It's time for me to stop being such a poser.

Contra(dictory)

also I hang out here, I guess
I've made a lot of mistakes, but I realize that constantly ostracizing myself and acting like an ass to everybody else because I'm scared of getting hurt just isn't the way to go about things.

Admittedly, making this topic comes off as attention-grabbing and overdramatic in itself, which is something I'm actually going to try to avoid from now on.

I guess I just want to say, here where everybody can see it, that I'm going to make an honest effort to change myself for the better now.

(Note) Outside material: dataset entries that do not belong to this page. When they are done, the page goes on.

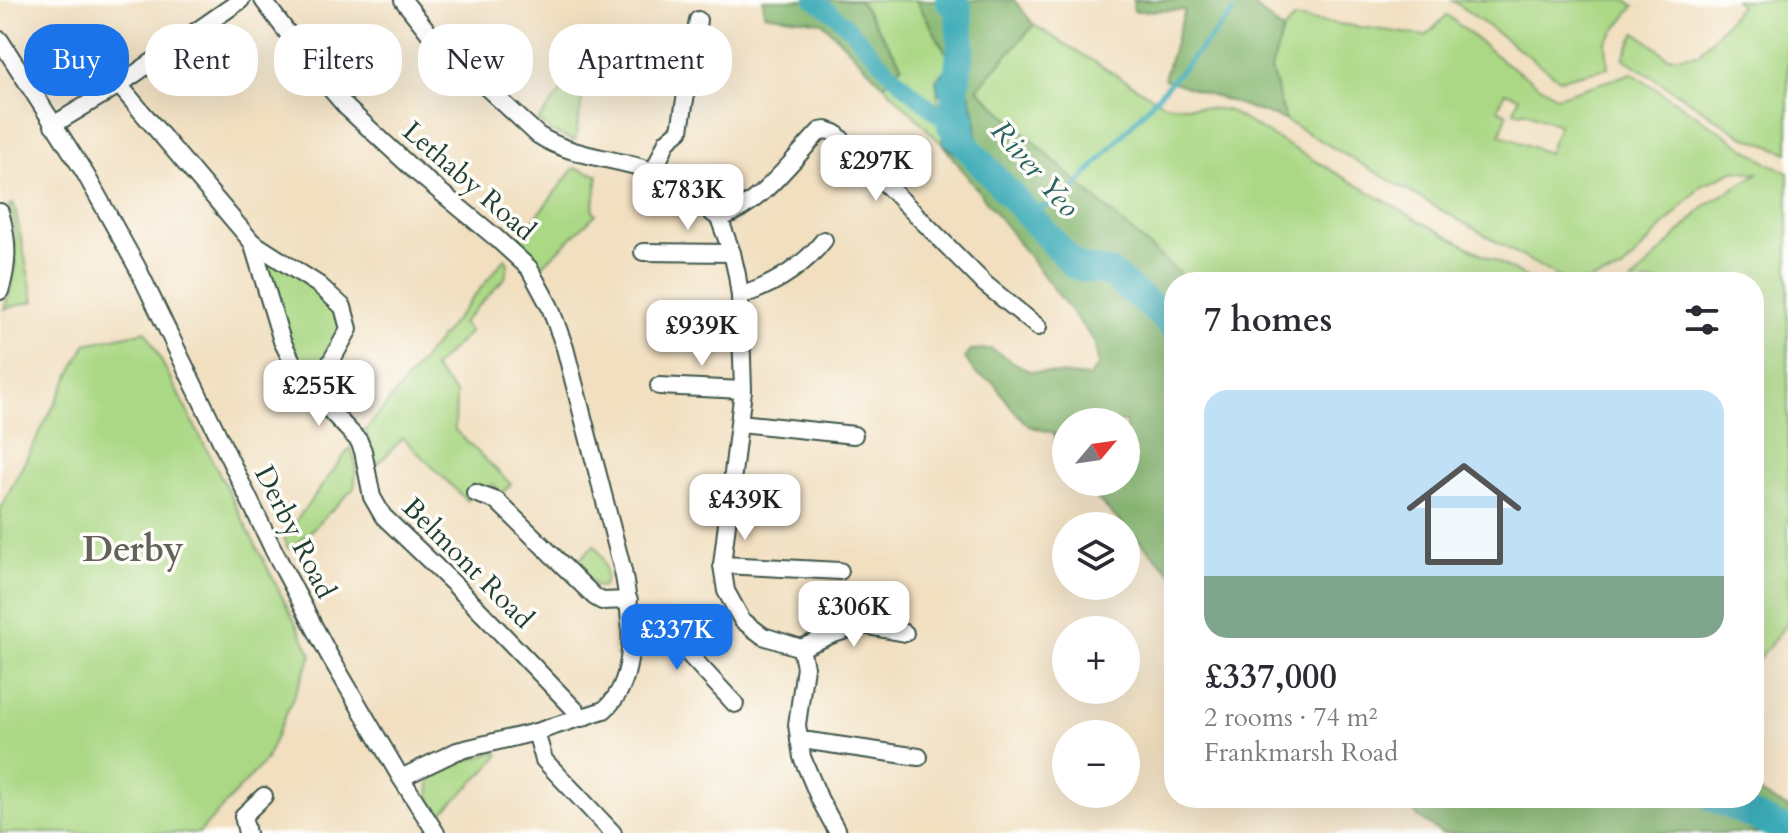 <!DOCTYPE html>
<html lang="en">
<head>
<meta charset="utf-8">
<style>
  :root { --surface:#fff; --page:#f2f2f3; --text:#2b2b33; --muted:#7c7c81; --line:#e1e1e2; --accent:#1a73e8 }
  body { margin:0; font-family:Cardo,serif; background:var(--page); color:var(--text); height:100vh; display:flex; flex-direction:column; font-size:30px; white-space:nowrap }
  * { box-sizing:border-box; margin:0 }
  p { font-size:26px; color:var(--muted) }
  .icon { flex:none; width:44px; height:44px; fill:none; stroke:currentColor; stroke-width:2; stroke-linecap:round; stroke-linejoin:round }
  .map { position:relative; flex:1; overflow:hidden }
  .side { position:absolute; left:1164px; top:272px; width:600px; height:536px; display:flex; flex-direction:column; background:var(--surface); border-radius:32px; box-shadow:0 8px 32px #0002 }
  .side>* { flex:none }
  .guide { position:absolute; left:24px; top:24px; width:760px; height:72px; display:flex; gap:16px }
  .needle { width:52px; rotate:61deg }
  .buttons { position:absolute; left:1052px; top:408px; display:grid; gap:16px }
  .buttons a { display:grid; place-items:center; width:88px; height:88px; border-radius:50%; background:var(--surface); box-shadow:0 8px 32px #0002; font-size:40px }
  .price { position:absolute; translate:-50% -68px; padding:0 18px; border-radius:16px; background:#fff; color:#222; font-size:26px; line-height:52px; filter:drop-shadow(0 2px 4px #0008) }
  .price::after { content:''; position:absolute; left:50%; top:48px; width:24px; height:18px; margin-left:-12px; background:inherit; clip-path:polygon(0 0,100% 0,50% 100%) }
  .price.active { background:var(--accent); color:#fff }
  ul { padding:0; list-style:none }
  li { display:grid; align-content:center; gap:16px; height:424px; padding:0 40px }
  li+li { border-top:2px solid var(--line) }
  li span { display:grid; place-items:center; height:248px; border-radius:24px; color:#555 }
  li>.icon { margin-inline-start:auto }
  span .icon { width:144px; height:144px; fill:#fffc; stroke-width:1 }
  li b { font-size:34px }
  h2 { display:flex; justify-content:space-between; align-items:center; height:96px; padding:0 40px; font-size:34px }
  .chip { padding:0 28px; border-radius:32px; background:var(--surface); box-shadow:0 8px 32px #0002; font-size:28px; line-height:72px }
  .chip.active { background:var(--accent); color:#fff }
  .map>svg:first-child { display:block }
</style>
</head>
<body>
<div class="map">
<svg width="1788" height="833" viewBox="0 0 1788 833">
  <rect width="100%" height="100%" fill="#fdfcf7"/>
  <filter id="ink" filterUnits="userSpaceOnUse"><feTurbulence type="fractalNoise" baseFrequency=".0125" numOctaves="2"/><feDisplacementMap in="SourceGraphic" scale="16" xChannelSelector="R" yChannelSelector="G"/><feConvolveMatrix kernelMatrix="1 2 1 2 8 2 1 2 1" color-interpolation-filters="sRGB"/></filter>
  <filter id="wash" filterUnits="userSpaceOnUse"><feTurbulence type="fractalNoise" baseFrequency=".006" numOctaves="4" result="noise"/><feDisplacementMap in="SourceGraphic" scale="32" xChannelSelector="R" yChannelSelector="G"/><feGaussianBlur stdDeviation="1.8" result="paint"/><feColorMatrix in="noise" values="0 0 0 0 0 0 0 0 0 0 0 0 0 0 0 0 0 1.4 0 .05"/><feComposite in="paint" operator="in"/></filter>
  <g filter="url(#wash)">
    <rect width="100%" height="100%" fill="#f1dfc0"/>
    <!-- green -->
    <g fill="#abd885" stroke="#658a5c" stroke-width="2" fill-rule="evenodd">
      <polygon points="859,0 916,0 952,63 936,79 943,145 884,85 902,65"/>
      <polygon points="1452,0 1626,0 1634,6 1606,42 1608,68 1560,79"/>
      <polygon points="1735,0 1788,0 1788,153 1743,136 1623,58 1636,32 1668,57 1699,54 1740,6"/>
      <path d="M1447,15L1503,61L1557,97L1632,73L1768,163L1788,173V622L1754,665V282H1632L1705,206L1758,173L1736,170L1702,185L1621,271L1588,281H1565L1285,120L1271,69L1283,31L1295,18L1426,36ZM1505,92L1519,97L1514,111L1521,113L1523,111L1559,125L1548,153L1500,135L1507,114L1498,109Z"/>
      <polygon points="1034,25 1164,104 1227,110 1425,224 1535,282 1189,282 1083,188 977,88"/>
      <polygon points="590,55 575,141 550,131 538,121"/>
      <polygon points="574,168 598,175 593,211 596,214 542,266 518,240"/>
      <path d="M14,204L34,301L4,309C19,271 19,245 9,205Z"/>
      <polygon points="253,243 319,285 349,329 314,392 302,380"/>
      <polygon points="505,258 508,264 505,278 462,323 470,332 433,368 456,394 455,430 511,484 503,493 493,484 488,488 472,485 467,501 403,438 375,467 373,451 365,431"/>
      <polygon points="146,331 312,655 265,761 199,833 0,833 0,509 86,344"/>
      <path d="M350,448C358,461 356,474 354,488L292,549L287,547L284,537Z"/>
      <path d="M594,545C603,555 610,574 603,586L597,587L574,565Z"/>
      <path d="M497,752L499,755L489,767L440,815C431,800 426,796 432,778L462,762Z"/>
    </g>
    <!-- forest -->
    <g fill="#88b872" stroke="#547a53" stroke-width="2">
      <polygon points="763,0 859,0 902,65 884,85 822,22 764,14"/>
      <polygon points="916,0 1014,0 1034,25 977,89 1083,188 1189,282 1174,282 1174,575 1080,482 1126,482 1126,422 1066,422 1066,467 1059,461 1054,433 1029,426 1012,408 993,382 976,374 965,358 971,350 991,349 1029,371 1088,377 1099,366 1094,341 943,145 978,170 963,71 952,63"/>
      <polygon points="1133,0 1247,0 1283,31 1271,69 1285,120 1164,79 1185,10 1134,11"/>
      <polygon points="1754,790 1788,808 1788,833 1441,833 1418,817 1406,798 1754,798"/>
    </g>
    <!-- water -->
    <polygon fill="#3babb7" stroke="#2d7476" stroke-width="2" points="952,63 963,70 976,119 978,171 943,143 940,116 950,102 938,93 936,79"/>
    <g fill="none" stroke-linecap="round" stroke-linejoin="round">
      <!-- stream -->
      <polyline stroke="#3babb7" stroke-width="5" points="1023,209 1060,204 1233,13"/>
      <!-- canal -->
      <path stroke="#3babb7" stroke-width="16" d="M813,0C845,18 864,46 890,72C909,91 931,108 951,126"/>
      <!-- river -->
      <g stroke="#3babb7" stroke-width="28">
        <polyline points="949,0 958,7 961,44 951,126 975,156 1075,266 1110,273 1146,302 1174,327"/>
        <polyline points="1713,798 1788,831"/>
      </g>
    </g>
  </g>
  <g filter="url(#ink)">
    <g fill="none" stroke-linecap="round" stroke-linejoin="round">
      <!-- minor casing -->
      <g stroke="#3e5549" stroke-width="20">
        <g id="minor">
          <path d="M263,0L322,79L347,108L414,170L495,237L529,268L550,307L565,348L623,571C631,613 641,679 604,710L536,732L457,751L401,778"/>
          <path d="M403,0L433,38L538,135C574,158 613,157 652,171C665,175 680,184 691,193C701,201 708,211 719,218"/>
          <polyline points="0,40 86,175 137,267 273,549 329,655 401,778 436,833"/>
          <polyline points="119,85 252,242 282,341 302,381 359,441 363,451 372,497 383,516 454,584 583,718"/>
          <polyline points="53,125 119,85 241,0"/>
          <polyline points="654,171 667,141 680,130 698,20"/>
          <path d="M0,212C8,239 9,263 0,291"/>
          <polyline points="719,218 732,253 737,275 740,296 743,390 722,565 726,591 742,620 763,636 801,648 805,667 797,725 802,757 820,800 838,833"/>
          <path d="M719,218C760,206 791,161 820,131L826,130L835,133L985,284L1038,327"/>
          <polyline points="252,242 319,285 343,307 349,329 314,392"/>
          <polyline points="643,252 732,253"/>
          <path d="M740,296C774,285 802,268 824,240"/>
          <polyline points="659,386 743,390"/>
          <polyline points="740,423 854,435"/>
          <polyline points="475,493 497,501 595,597 602,601 629,600"/>
          <polyline points="722,565 840,571"/>
          <polyline points="631,618 656,625 671,635 735,704"/>
          <polyline points="801,648 831,635 862,625 905,633"/>
          <polyline points="536,732 544,760 613,833"/>
          <polyline points="799,741 809,741 919,757"/>
          <polyline points="247,833 243,816 264,796"/>
        </g>
      </g>
      <!-- minor -->
      <use href="#minor" stroke="#fff" stroke-width="16"/>
    </g>
  </g>
  <g text-anchor="middle" dominant-baseline="central" stroke-width="7" stroke-linejoin="round" paint-order="stroke">
    <!-- street labels -->
    <g font-size="28" fill="#1f3d34" stroke="#fdfcf7">
      <text transform="translate(469 181) rotate(41)">Lethaby Road</text>
      <text transform="translate(295 532) rotate(63)">Derby Road</text>
      <text transform="translate(468 563) rotate(45)">Belmont Road</text>
    </g>
    <!-- water labels -->
    <g font-size="30" font-style="italic" fill="#296462" stroke="#fdfcf7">
      <text transform="translate(1035 169) rotate(49)">River Yeo</text>
    </g>
    <!-- district labels -->
    <g font-size="36" font-weight="bold" fill="#62615a" stroke="#fdfcf7">
      <text x="133" y="549">Derby</text>
    </g>
  </g>
</svg>
<div class="buttons">
<a><svg class="needle" viewBox="-14 -14 28 28"><path d="M0-13l5 13h-10z" fill="#e53935"/><path d="M0 13l5-13h-10z" fill="#7c7c81"/></svg></a>
<a><svg class="icon" aria-label="layers" viewBox="0 0 24 24"><path d="M12 4l9 5-9 5-9-5zM3 14l9 5 9-5"/></svg></a>
<a>+</a>
<a>−</a>
</div>
<b class="price" style="left:876px;top:203px">£297K</b>
<b class="price" style="left:688px;top:232px">£783K</b>
<b class="price" style="left:702px;top:368px">£939K</b>
<b class="price" style="left:319px;top:428px">£255K</b>
<b class="price" style="left:745px;top:542px">£439K</b>
<b class="price" style="left:854px;top:649px">£306K</b>
<b class="price active" style="left:677px;top:672px">£337K</b>
<div class="guide">
<a class="chip active">Buy</a>
<a class="chip">Rent</a>
<a class="chip">Filters</a>
<a class="chip">New</a>
<a class="chip">Apartment</a>
</div>
<section class="side">
<h2>7 homes<svg class="icon" aria-label="filters" viewBox="0 0 24 24"><path d="M4 7h16M4 17h16"/><circle cx="9" cy="7" r="2"/><circle cx="15" cy="17" r="2"/></svg></h2>
<ul>
<li><span style="background:linear-gradient(#bfe0f5 75%,#7fa58c 0)"><svg class="icon" aria-label="home" viewBox="0 0 24 24"><path d="M3 11l9-7 9 7M6 9v11h12V9"/></svg></span><div><b>£337,000</b><p>2 rooms · 74 m²</p><p>Frankmarsh Road</p></div></li>
</ul>
</section>
</div>
</body>
</html>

No more "fucks" for punctuation, no more snapping into rants at people with little provocation...I think...I think I'm just going to be me.

I'm not a cynical, smartassed egotistical bastard. I'm just really good at pretending to be one.

In all honesty, I'm not as much of a terrible person as I try to make myself out to be. And I doubt people really hate me as much as I think they do.

I guess this is just my way of saying...hey, I'm not acting anymore. From here on out, I'll be me.
The real me.
 
I like the real Tabuu. He seems cool. :]

I think a lot of people should follow in his footsteps and think twice before getting into arguments and such with other users on here.

I applaud you, Tabuu.



Also, I see what you mean about being "scared of getting hurt so you had to act like a jerk", I feel the same but I'd try to make friends with everyone to avoid any issues.
 
Travis Touchdown said:
I'm not a cynical, smartassed egotistical bastard. I'm just really good at pretending to be one.
(no you're not)
 
what is this i don't even

Is it true that your real self isn't like that, or have you ended up actually being a jerk?

I mean, kind of what I talked about how I changed.